Droughts were very common in the mid-‘30s. Grasshoppers invaded everywhere and ate every green leaf and blade of grass. As you walked along, they would scatter like leaves in the wind. During dry times we carried water from the river to our garden to try to save our plants, but the river depth had dropped so low that we could no longer go fishing for pan-fish to eat. In several dry summers we had a shortage of hay for the cows, so my Father used his canvas duck boat and with a scythe cut the “wild” hay that grew in the river near the edges and in the sloughs. It was tough hay and had sharp edges, but after being cut, hauled in the boat to our yard, and spread on the ground to dry, it was eaten by the cows. The ground was so dry that we could not find any angleworms for bait for fishing, so we used grasshoppers or perhaps bugs or beetles that ventured out onto the parched ground. Our pump did not go dry (the water level along the river was higher than other areas), but some of our neighbors did have problems. Weeding and hoeing in the garden (what little was possible) was done in the early evenings when the sun was not so hot. Yes, it seemed all that grew during the hot spells were the weeds!
Thunderstorms always were dreaded. Some farmers had lightning rods on their barns and homes, but we did not. I have mentioned before that one hot, stormy August night our new barn was struck by lightning and totally destroyed. We were thankful that our home was saved. Lightning always mystified me, and our Uncle Jim tried to explain the Scandinavian myth that the thunder was Thor riding his chariot over the rocks, and the lightning was the sparks from the chariot wheels against the stones. During one severe thunderstorm a bolt of lightning hit in our potato field, and afterwards my Father dug up a large number of fully-baked potatoes. Another time, lightning hit the Wisconsin River in front of our home, and the water sprayed upward like a geyser, and there was steam over the area for some time- a sight I shall never forget!
In the autumn when intense storms ceased, the colored leaves were gathered and “waxed” by us kids to make bouquets for our winter enjoyment. Cattails were gathered and shellacked and displayed in a nice vase. One fall I fixed a beautiful array of fat cattails, but apparently missed shellacking one of them. In mid-winter it popped, and we had “fuzz” all over the room.
Spring was welcomed after a long winter. After school was dismissed in late May, the first thing the kids did was to go to the old swimming hole, a spot alongside the old McNaughton Bridge. Potatoes were planted in early spring, a back-breaking chore we all dreaded. For those of you who have lived near a river, you will recall with me the booming noises as the river “breaks up” in the spring. That noise almost equaled the summer thunderstorms.

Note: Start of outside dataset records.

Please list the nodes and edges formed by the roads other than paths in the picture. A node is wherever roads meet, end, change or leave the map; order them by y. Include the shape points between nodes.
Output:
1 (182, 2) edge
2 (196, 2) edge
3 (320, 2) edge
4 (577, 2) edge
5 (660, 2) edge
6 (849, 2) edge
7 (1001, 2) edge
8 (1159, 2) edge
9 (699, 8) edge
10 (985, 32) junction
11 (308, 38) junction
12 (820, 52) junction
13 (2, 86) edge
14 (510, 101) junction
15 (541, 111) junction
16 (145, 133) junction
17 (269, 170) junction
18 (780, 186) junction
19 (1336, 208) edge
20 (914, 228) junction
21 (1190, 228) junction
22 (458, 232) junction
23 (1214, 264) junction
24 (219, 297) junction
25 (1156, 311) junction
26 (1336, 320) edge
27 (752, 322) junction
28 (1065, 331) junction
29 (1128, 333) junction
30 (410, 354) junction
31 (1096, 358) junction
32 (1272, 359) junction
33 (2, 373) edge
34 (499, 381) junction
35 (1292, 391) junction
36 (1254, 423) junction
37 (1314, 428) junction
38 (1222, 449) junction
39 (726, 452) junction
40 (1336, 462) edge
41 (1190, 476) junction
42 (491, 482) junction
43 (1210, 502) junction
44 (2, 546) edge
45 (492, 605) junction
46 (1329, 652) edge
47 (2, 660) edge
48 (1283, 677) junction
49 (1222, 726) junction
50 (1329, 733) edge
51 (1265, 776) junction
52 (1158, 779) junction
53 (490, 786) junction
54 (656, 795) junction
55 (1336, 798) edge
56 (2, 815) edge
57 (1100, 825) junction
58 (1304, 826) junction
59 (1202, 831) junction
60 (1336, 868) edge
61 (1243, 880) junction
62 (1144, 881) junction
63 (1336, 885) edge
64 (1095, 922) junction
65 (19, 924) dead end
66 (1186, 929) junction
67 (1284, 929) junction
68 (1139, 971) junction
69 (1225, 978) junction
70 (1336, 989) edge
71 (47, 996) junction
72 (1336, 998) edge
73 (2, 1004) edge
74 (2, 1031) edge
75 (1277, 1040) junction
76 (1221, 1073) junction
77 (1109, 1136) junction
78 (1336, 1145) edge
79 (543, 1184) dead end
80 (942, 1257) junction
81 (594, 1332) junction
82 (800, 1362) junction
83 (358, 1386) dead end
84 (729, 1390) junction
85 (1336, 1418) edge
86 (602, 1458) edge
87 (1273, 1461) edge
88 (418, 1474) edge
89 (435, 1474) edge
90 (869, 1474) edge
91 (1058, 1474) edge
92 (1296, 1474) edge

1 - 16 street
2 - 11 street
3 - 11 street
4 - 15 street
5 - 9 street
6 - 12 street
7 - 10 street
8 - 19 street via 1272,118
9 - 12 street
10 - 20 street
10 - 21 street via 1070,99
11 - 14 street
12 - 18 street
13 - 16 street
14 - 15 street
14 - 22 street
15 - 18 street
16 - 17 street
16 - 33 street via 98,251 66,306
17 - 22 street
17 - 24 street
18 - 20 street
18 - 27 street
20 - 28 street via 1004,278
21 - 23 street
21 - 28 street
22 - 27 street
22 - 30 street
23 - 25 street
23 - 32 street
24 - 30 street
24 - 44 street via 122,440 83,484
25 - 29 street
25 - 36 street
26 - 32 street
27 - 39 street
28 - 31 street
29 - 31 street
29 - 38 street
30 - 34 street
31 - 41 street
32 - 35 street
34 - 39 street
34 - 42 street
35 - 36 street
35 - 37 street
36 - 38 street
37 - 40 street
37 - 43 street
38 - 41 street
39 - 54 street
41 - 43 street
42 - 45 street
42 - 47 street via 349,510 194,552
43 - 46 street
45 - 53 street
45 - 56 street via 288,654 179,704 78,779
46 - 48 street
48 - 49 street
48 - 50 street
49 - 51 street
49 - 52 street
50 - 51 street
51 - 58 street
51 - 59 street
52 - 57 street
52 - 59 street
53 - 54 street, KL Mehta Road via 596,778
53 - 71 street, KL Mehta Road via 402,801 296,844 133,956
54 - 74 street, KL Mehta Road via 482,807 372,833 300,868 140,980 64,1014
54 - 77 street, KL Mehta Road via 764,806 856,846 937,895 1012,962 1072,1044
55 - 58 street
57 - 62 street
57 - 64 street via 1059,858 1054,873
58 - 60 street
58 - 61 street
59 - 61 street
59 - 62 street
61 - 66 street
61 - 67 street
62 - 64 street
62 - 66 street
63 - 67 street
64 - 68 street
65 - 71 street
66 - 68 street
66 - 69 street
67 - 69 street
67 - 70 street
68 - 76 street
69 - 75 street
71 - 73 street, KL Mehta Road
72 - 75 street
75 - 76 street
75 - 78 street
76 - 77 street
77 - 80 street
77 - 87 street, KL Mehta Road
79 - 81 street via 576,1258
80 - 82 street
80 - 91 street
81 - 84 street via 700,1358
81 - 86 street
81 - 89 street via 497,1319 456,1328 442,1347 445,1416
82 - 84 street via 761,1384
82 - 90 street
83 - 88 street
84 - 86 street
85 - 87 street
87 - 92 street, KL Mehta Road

As is true today, it seemed that the season of winter was from October through April! Many times the snow drifts back then covered the fence posts and piled up like mountains. To our delight, the hard-packed drifts called on us to find an old saw and cut blocks to make our own igloo.
Many rural roads were not plowed for days; sometimes the equipment broke down, and it took many days to be plowed out. We used skis, snowshoes and the toboggan and sled for winter transportation. We did have a car and used those old tire chains to get traction through the snow. Some days the temperature was 40 degrees below zero! Dishwater thrown onto the garden area immediately froze into ice slivers and it hit.
So what is the verdict? Were the winters of years ago more severe and the summer hotter and drier than those of today? I guess it all depends on the vividness of one’s memory! When we are living those days they seem extreme, but in reality we recall the most pleasant memories. You be the judge in this, using your own memories!